Tanpa Dana APBN, Program MBG di Tangerang Ini Diklaim Jadi Tolok Ukur Nasional
TANGERANG, iNewsTangsel - Pelaksanaan uji coba program Makan Bergizi Gratis (MBG) di wilayah Kabupaten Tangerang sukses menarik perhatian otoritas keuangan pusat karena model pembiayaannya yang inovatif. Skema pemenuhan nutrisi bagi para pelajar ini dinilai sangat ideal lantaran berhasil mengoptimalkan peran aktif dari sektor korporasi swasta.
Langkah taktis yang diterapkan di salah satu sekolah luar biasa tersebut kini diproyeksikan menjadi percontohan baku untuk diterapkan pada skala yang lebih luas.
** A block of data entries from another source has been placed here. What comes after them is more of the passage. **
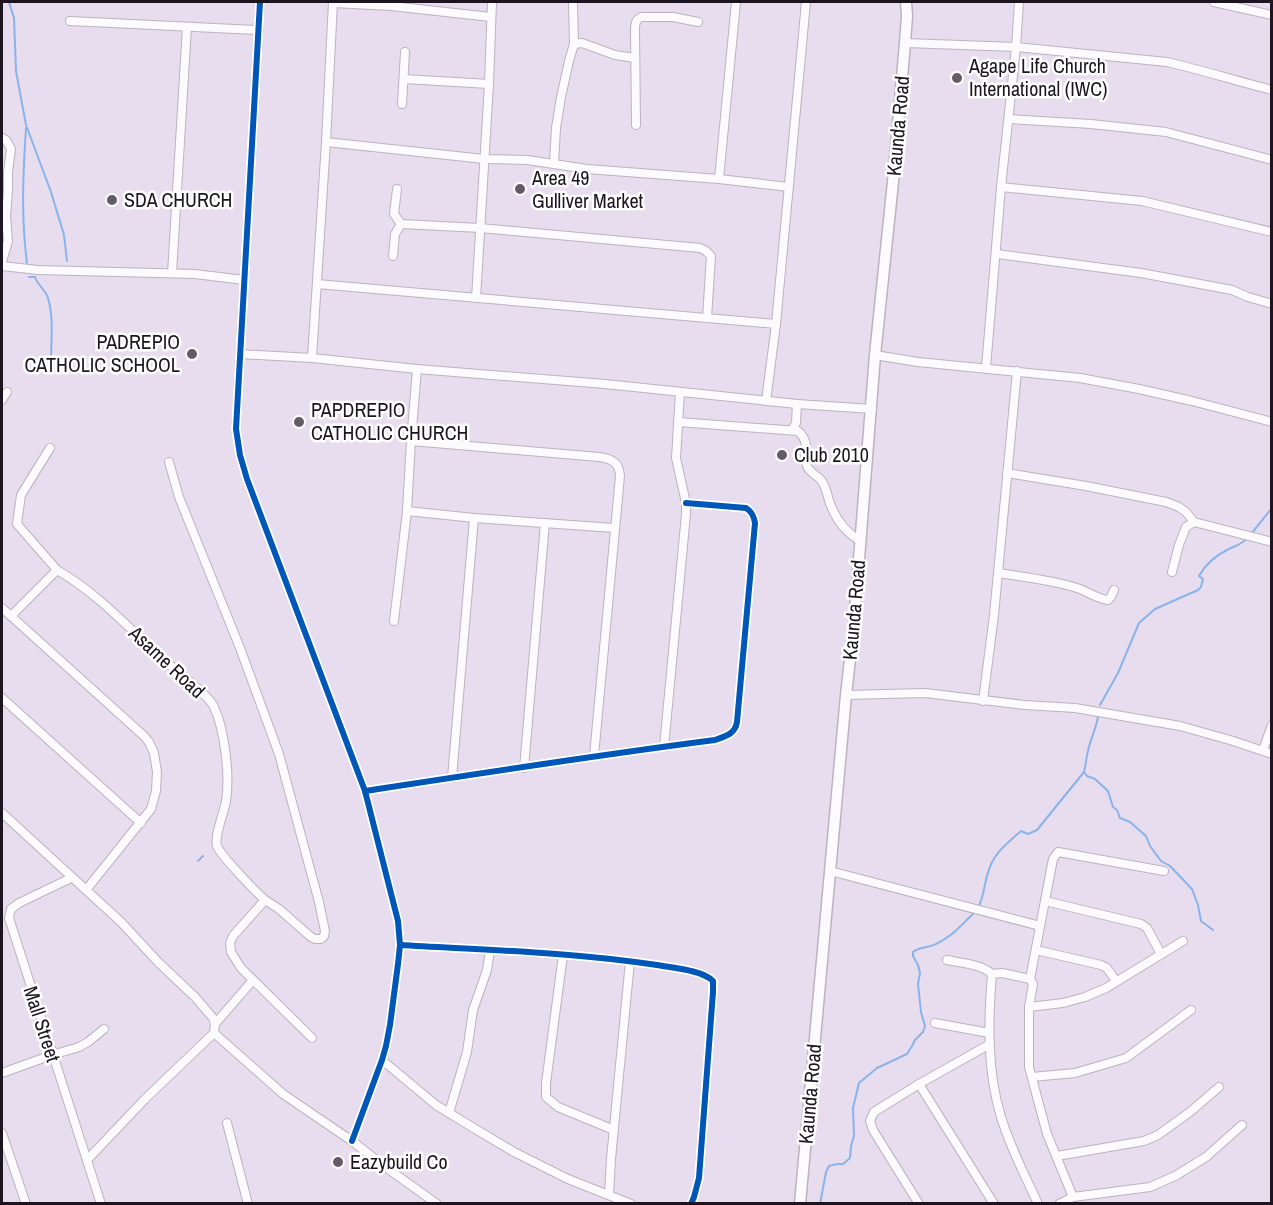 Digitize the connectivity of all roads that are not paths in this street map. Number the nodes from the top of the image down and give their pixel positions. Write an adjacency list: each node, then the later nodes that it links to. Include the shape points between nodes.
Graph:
1 (260, 2): 17 (street)
2 (333, 2): 13 (street); 30 (street)
3 (492, 2): 13 (street)
4 (573, 2): 19 (street)
5 (736, 2): 34 (street)
6 (806, 2): 35 (street)
7 (906, 2): 12 (main road, Kaunda Road)
8 (910, 2): 12 (main road, Kaunda Road)
9 (1019, 2): 20 (street)
10 (1214, 2): 11 (street)
11 (1272, 15)
12 (907, 16): 18 (main road, Kaunda Road)
13 (491, 17): 24 (street)
14 (70, 21): 16 (street)
15 (698, 22): 22 (street, via 672,17 637,19)
16 (187, 27): 17 (street); 44 (street)
17 (258, 30): 45 (street)
18 (905, 43): 20 (street); 52 (main road, Kaunda Road)
19 (574, 44): 22 (street); 33 (street, via 556,128)
20 (1016, 47): 25 (street, via 1167,62); 27 (street)
21 (405, 52): 23 (street)
22 (635, 58): 28 (street)
23 (404, 79): 24 (street); 26 (street)
24 (489, 84): 31 (street)
25 (1272, 90)
26 (402, 104)
27 (1009, 119): 32 (street, via 1166,132); 36 (street)
28 (636, 125)
29 (2, 138): 43 (street, via 11,149 8,241)
30 (326, 142): 31 (street); 46 (street)
31 (484, 159): 33 (street); 39 (street)
32 (1272, 160)
33 (554, 164): 34 (street)
34 (719, 179): 35 (street)
35 (789, 186): 50 (street)
36 (1001, 188): 40 (street, via 1142,201); 41 (street)
37 (397, 189): 38 (street, via 394,214)
38 (401, 224): 39 (street); 42 (street, via 395,234)
39 (480, 228): 47 (street); 49 (street, via 700,248 711,256 712,263)
40 (1272, 232)
41 (997, 254): 48 (street, via 1141,273 1232,290); 54 (street)
42 (393, 256)
43 (2, 264): 44 (street, via 39,270)
44 (172, 273): 45 (street)
45 (244, 280): 51 (street)
46 (317, 284): 47 (street); 53 (street)
47 (476, 298): 49 (street)
48 (1272, 304)
49 (707, 318): 50 (street)
50 (776, 324): 60 (street)
51 (240, 354): 53 (street); 94 (street, via 236,429 240,455)
52 (875, 355): 54 (street); 62 (main road, Kaunda Road)
53 (312, 358): 55 (street)
54 (986, 368): 56 (street)
55 (417, 369): 58 (street); 66 (street)
56 (1017, 371): 64 (street, via 1128,387); 69 (street)
57 (7, 392): 59 (street)
58 (680, 392): 60 (street); 63 (street)
59 (2, 400)
60 (766, 401): 61 (street)
61 (797, 404): 62 (street); 65 (street)
62 (872, 409): 76 (main road, Kaunda Road)
63 (678, 422): 65 (street); 70 (street, via 676,458)
64 (1272, 422)
65 (792, 430): 76 (street, via 804,436 808,468 824,484 842,526)
66 (411, 441): 71 (street); 75 (street, via 609,459 620,469)
67 (50, 448): 78 (street, via 21,495 17,524)
68 (169, 462): 101 (street, via 179,497 279,753 319,902 324,936 311,937)
69 (1007, 473): 73 (street, via 1166,502 1179,507); 80 (street)
70 (686, 503): 88 (street); 88 (street, via 746,508 754,517 748,609 735,730 715,740)
71 (407, 512): 72 (street); 83 (street)
72 (474, 518): 74 (street); 93 (street)
73 (1194, 522): 77 (street); 79 (street, via 1186,527)
74 (545, 523): 75 (street); 92 (street)
75 (614, 528): 91 (street)
76 (861, 541): 84 (main road, Kaunda Road)
77 (1272, 542)
78 (57, 570): 82 (street); 101 (street, Asame Road, via 105,604 214,705 226,754 228,786 217,845)
79 (1172, 572)
80 (998, 573): 81 (street, via 1078,588 1103,600 1108,600); 86 (street)
81 (1114, 590)
82 (5, 612): 96 (street, via 149,742 156,762 157,783 151,808)
83 (394, 621)
84 (846, 695): 86 (street, via 925,693); 97 (main road, Kaunda Road)
85 (2, 698): 96 (street)
86 (983, 700): 89 (street, via 1074,708 1180,726)
87 (1272, 725): 89 (street)
88 (664, 747): 91 (street)
89 (1263, 750): 90 (street)
90 (1272, 754)
91 (594, 756): 92 (street)
92 (524, 768): 93 (street)
93 (452, 778): 94 (street)
94 (365, 791): 105 (street, via 393,897)
95 (2, 813): 99 (street)
96 (141, 823): 100 (street)
97 (830, 871): 103 (street); 147 (main road, Kaunda Road)
98 (1164, 871): 102 (street, via 1058,852 1053,859)
99 (71, 878): 100 (street); 125 (street, Mall Street, via 14,905 9,914)
100 (86, 890): 119 (street, via 195,997)
101 (265, 900): 114 (street, via 230,944 237,963)
102 (1045, 901): 103 (street); 108 (street, via 1141,924)
103 (1040, 926): 107 (street)
104 (1183, 940): 108 (street)
105 (400, 945): 106 (street); 126 (street)
106 (490, 950): 109 (street); 131 (street)
107 (1036, 950): 113 (street); 115 (street, via 1101,965)
108 (1161, 954): 115 (street)
109 (563, 955): 111 (street); 134 (street, via 546,1097 558,1107)
110 (947, 960): 112 (street)
111 (630, 961): 134 (street); 146 (street, via 680,969 713,981 699,1178)
112 (992, 974): 113 (street); 121 (street)
113 (1030, 979): 116 (street, via 1033,984)
114 (253, 980): 119 (street); 123 (street)
115 (1116, 981): 116 (street, via 1085,998)
116 (1029, 1007): 128 (street)
117 (1191, 1010): 128 (street, via 1126,1058 1075,1073)
118 (935, 1023): 121 (street)
119 (215, 1024): 122 (street)
120 (104, 1029): 125 (street, via 79,1047)
121 (989, 1033): 124 (street)
122 (214, 1034): 136 (street, via 283,1094); 138 (street)
123 (312, 1038)
124 (990, 1044): 129 (street); 150 (street, via 1001,1117)
125 (52, 1055): 127 (street); 138 (street, Mall Street)
126 (382, 1060): 131 (street); 136 (street)
127 (2, 1073)
128 (1032, 1077): 137 (street)
129 (919, 1084): 148 (street, via 874,1112 870,1121); 149 (street)
130 (1219, 1087): 137 (street, via 1190,1113 1144,1141)
131 (449, 1113): 139 (street, via 514,1152)
132 (227, 1123): 143 (street)
133 (1242, 1125): 140 (street, via 1206,1156 1150,1187)
134 (614, 1130): 139 (street)
135 (2, 1133): 141 (street)
136 (352, 1141): 144 (street)
137 (1057, 1156): 140 (street)
138 (88, 1159): 142 (street, Mall Street)
139 (609, 1194): 145 (street)
140 (1073, 1197): 151 (street)
141 (26, 1203)
142 (101, 1203)
143 (249, 1203)
144 (437, 1203)
145 (631, 1203)
146 (691, 1203)
147 (800, 1203)
148 (919, 1203)
149 (994, 1203)
150 (1038, 1203)
151 (1059, 1203)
Otoritas terkait berharap pola kemitraan strategis ini mampu meringankan beban anggaran rutin di sektor pengeluaran negara.
"Program Makan Bergizi Gratis ini dibiayai murni oleh CSR perusahaan, bukan dari APBN. Kami berharap model kolaborasi seperti ini dapat menjadi benchmark nasional," kata Kepala PPATK, Ivan Yustiavandana, dalam keterangannya, Kamis (16/7/2026).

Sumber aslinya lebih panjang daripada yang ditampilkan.